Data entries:
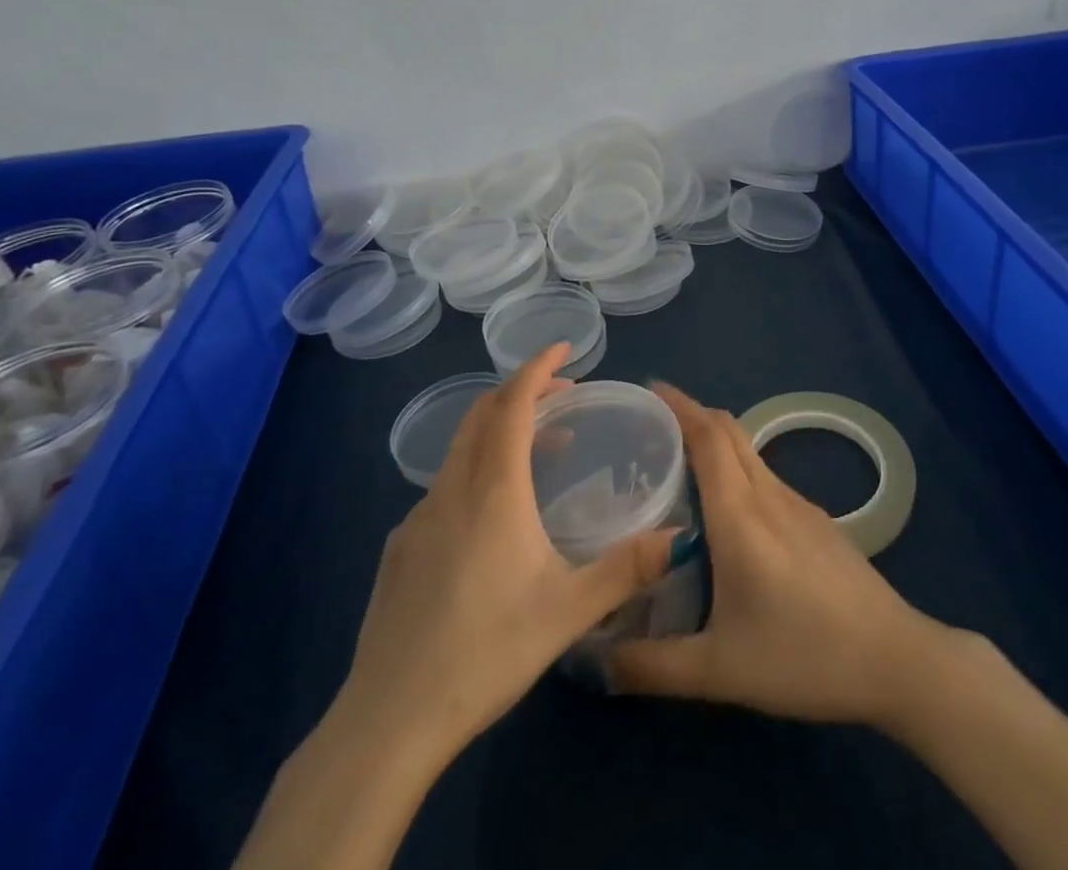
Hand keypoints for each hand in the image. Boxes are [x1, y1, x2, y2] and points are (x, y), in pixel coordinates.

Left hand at [336, 343, 674, 765]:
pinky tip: (492, 515)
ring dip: (500, 431)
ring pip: (460, 449)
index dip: (537, 368)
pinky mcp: (399, 548)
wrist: (388, 720)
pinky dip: (476, 468)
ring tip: (542, 449)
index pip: (513, 405)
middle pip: (482, 414)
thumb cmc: (485, 653)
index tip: (564, 348)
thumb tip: (679, 537)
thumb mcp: (568, 612)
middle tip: (562, 393)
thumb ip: (626, 569)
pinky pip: (444, 486)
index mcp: (493, 491)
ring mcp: (418, 518)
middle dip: (522, 390)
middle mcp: (452, 490)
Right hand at [607, 383, 950, 729]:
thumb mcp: (719, 671)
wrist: (894, 659)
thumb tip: (596, 662)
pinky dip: (738, 470)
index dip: (679, 405)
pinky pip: (767, 477)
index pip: (707, 436)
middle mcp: (769, 495)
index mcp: (741, 514)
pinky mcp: (818, 521)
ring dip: (716, 443)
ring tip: (680, 466)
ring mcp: (799, 504)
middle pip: (730, 432)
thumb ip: (652, 666)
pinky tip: (729, 512)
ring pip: (750, 453)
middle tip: (653, 426)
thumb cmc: (803, 656)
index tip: (649, 389)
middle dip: (693, 415)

Aim of the task:
Would you copy out exactly the lines above that start at the one containing "thumb tip: (596, 662)" and end at the one containing "pinky tip: (729, 512)", inclusive?

Reply to the exercise:
thumb tip: (596, 662)
pinky dip: (738, 470)
index dip: (679, 405)
pinky pip: (767, 477)
index pip: (707, 436)
middle mcp: (769, 495)
index mcp: (741, 514)
pinky mcp: (818, 521)
ring dip: (716, 443)
ring tip: (680, 466)
ring mcp: (799, 504)
middle pip: (730, 432)
thumb ip: (652, 666)
pinky tip: (729, 512)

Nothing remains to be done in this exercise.